A propos de: «C'est quoi l'humour de tunnel ferroviaire?», Saturne n°21
J'entends rire le train
Les humoristes romands nous ont donné leur vision de ce qu'ils
comprennent de l'usage du tunnel ferroviaire que fait notre président
confédéré, M. Deiss. Puis-je vous proposer ma vision des choses? Le
président a-t-il voulu nous donner à penser que Mme Dayer avait
l'humour noir et sombre comme le sont les tunnels ferroviaires? On
peut être sombre et noir et néanmoins vous faire traverser les
montagnes. (...)
Avec tous mes voeux de longue vie à Saturne.
Jacques Favre, par internet
A propos de l'autocollant Blocher, Saturne n°21
Trou noir
Je n'ai qu'un seul mot à propos de votre autocollant «Pisser ici», c'est
PUERIL. Est-ce que vous vous rendez compte de la gaminerie de cet
acte?
La seule chose que pourrait faire un lecteur intelligent c'est vous
commander un autocollant «Pisser ici» ainsi qu'un autre de votre
journal Saturne qui sera collé à la place de notre conseiller fédéral.
Ainsi j'aurais du plaisir à faire mon pipi, comme disent les enfants, et
une fois fini, je n'hésiterais pas à lui monter ma lune et envoyer
Saturne dans un trou noir...
Didier Siegfried, Corseaux
A propos de Saturne
Un bol d'air
Désagréablement surpris par le nombre de critiques négatives
exprimées dans le dernier numéro de Saturne par les lecteurs, je
pense quant à moi que Saturne constitue une bouffée d'air frais
bienvenue dans le climat morose de la presse actuelle, gangrenée par
le politiquement correct. Saturne a véritablement sa place, une place
à part, dans la presse romande. Il manquait à celle-ci un bouffon doté
de pertinence et d'esprit caustique, pour un peu «remuer le cocotier»
d'une presse ronronnante et finalement se coulant de manière un peu
servile dans le moule de l'air du temps. Point de cela avec Saturne, les
articles sérieux abordent les thèmes avec un ton résolument novateur
et sous un angle complètement différent de ce que l'on a pu lire
jusqu'ici en Suisse romande. Quant aux «piques» humoristiques, aux
caricatures et aux textes totalement décalés approchant parfois
l'absurde, c'est un régal. La dérision est également de mise,
notamment avec l'autocollant «Blocher» (pisser ici) qui a suscité
quelques réactions outrées, illustrant par là à quel point le lectorat a
besoin d'être «décoincé» de ses schémas traditionnels; Saturne y
contribue, c'est certain.
Puisse Saturne continuer à être l'aiguillon indispensable de notre sens
critique, apte à titiller nos certitudes les plus absolues. Longue vie!
Cédric Matthey, Peseux
Continuez!
Votre journal me «branche» à 200%! Continuez, c'est génial!
Suzanne Grüter, Neuchâtel
Le carré et moi
Je me suis abonnée à Saturne avec bonheur, presque dès la première
heure. J'ai beaucoup de plaisir à le lire/feuilleter/relire/passer plus loin,
selon l'humeur et le temps à disposition.

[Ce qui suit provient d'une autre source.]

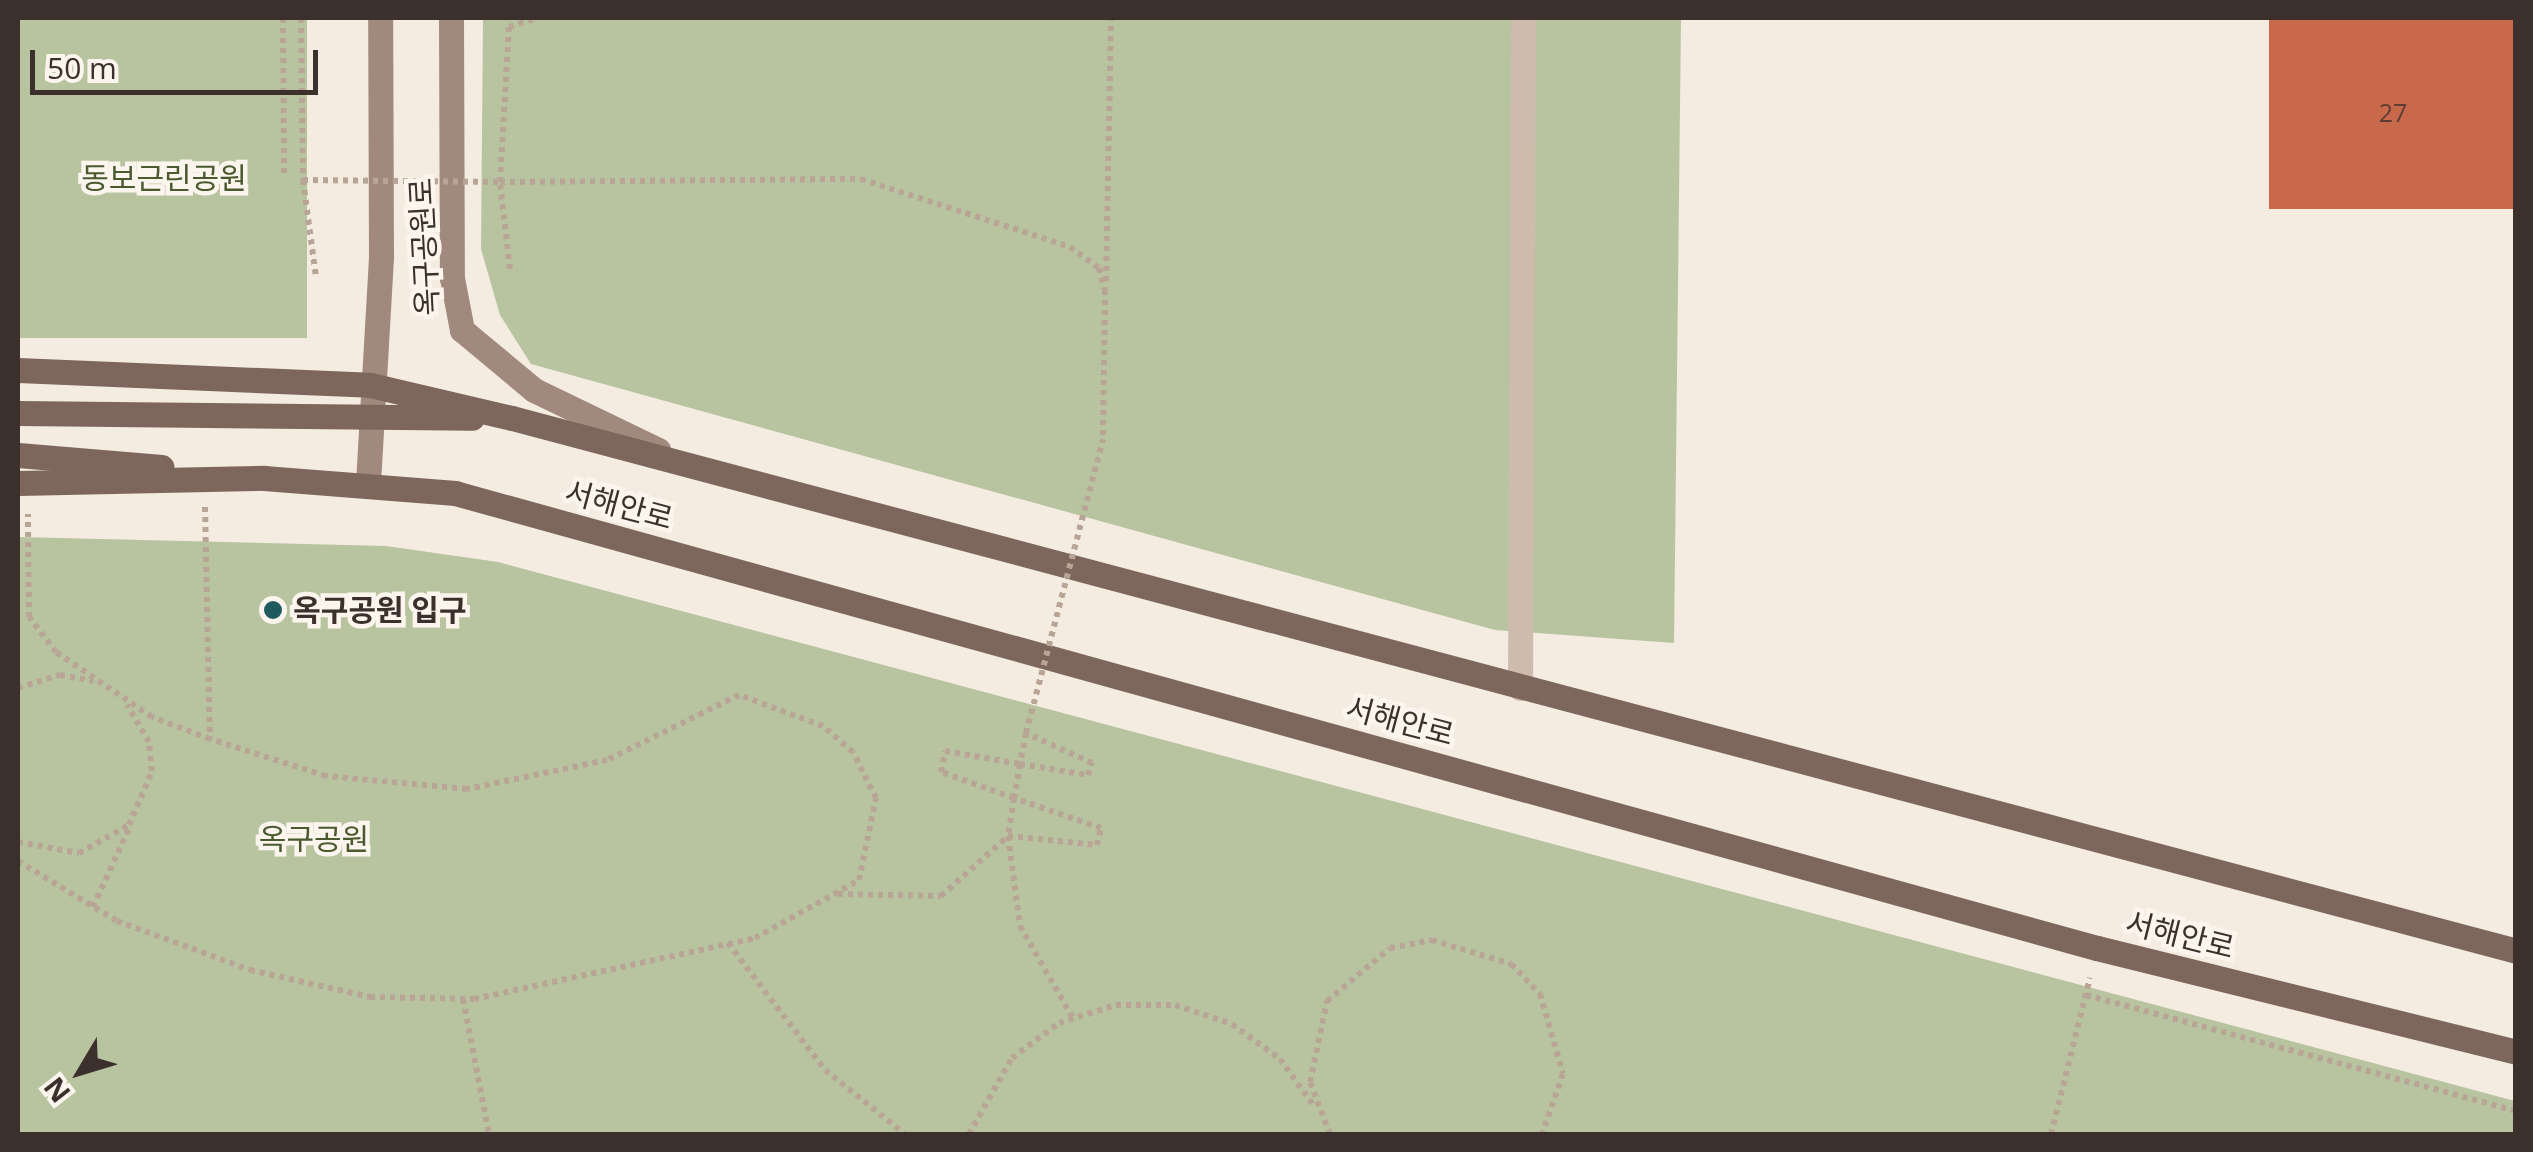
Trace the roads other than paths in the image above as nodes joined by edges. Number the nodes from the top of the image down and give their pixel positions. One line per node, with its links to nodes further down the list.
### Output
1 (380, 18): 5 (street, 옥구공원로)
2 (451, 18): 10 (street, 옥구공원로)
3 (1522, 18): 14 (street)
4 (18, 370): 5 (main road, 서해안로)
5 (370, 386): 7 (main road, 서해안로); 8 (street, 옥구공원로)
6 (18, 414): 8 (main road, 서해안로)
7 (512, 418): 8 (main road, 서해안로); 10 (main road, 서해안로)
8 (370, 420): 12 (street, 옥구공원로)
9 (18, 454): 11 (main road, 서해안로)
10 (684, 464): 14 (main road, 서해안로)
11 (264, 478): 12 (main road, 서해안로); 13 (main road, 서해안로)
12 (368, 482): 16 (main road, 서해안로)
13 (22, 493)
14 (1520, 688): 15 (main road, 서해안로)
15 (2516, 951)
16 (2516, 1052)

Après ces quelques mois, en vrac, quelques réflexions: j'apprécie le
français manié de main de maîtres, l'orthographe impeccable, les
rubriques de mots entendus dans divers lieux, l'humour et la satire
(pour la poésie, ce doit être une poésie qui me dépasse, je ne la vois
pas...). Je regrette l'évolution des dessins que je trouve de plus en plus
laids et pas drôles du tout – je crains que les textes deviennent parfois
imperméables, à force de recherche: on ne sait parfois vraiment pas
comment prendre certains des articles «de fond», on se demande si
ce n'est pas simplement un canular ou une grosse farce; dans d'autres
articles, la satire ou la critique devient franchement lourde et plus très
amusante. Mais je continue de recevoir avec plaisir le format carré;
bravo et merci.
Nicole Good Mohnhaupt, Vernier
A propos d'Histoires de l'art, «Métaphysique de l'écume», Saturne n°22
Belle analyse
Ces quelques mots pour vous dire tout le bien que je pense de cette
rubrique
que je lis, comme toutes celles de Saturne d'ailleurs, avec beaucoup
de plaisir. Elle me plaît d'autant plus qu'elle me permet de découvrir
des oeuvres picturales que je ne connaissais pas et je constate
toujours avec intérêt que vous les analysez dans leurs moindres
détails. (...) Avec mes meilleures saturnations.
Une fidèle abonnée qui épluche cette géniale revue.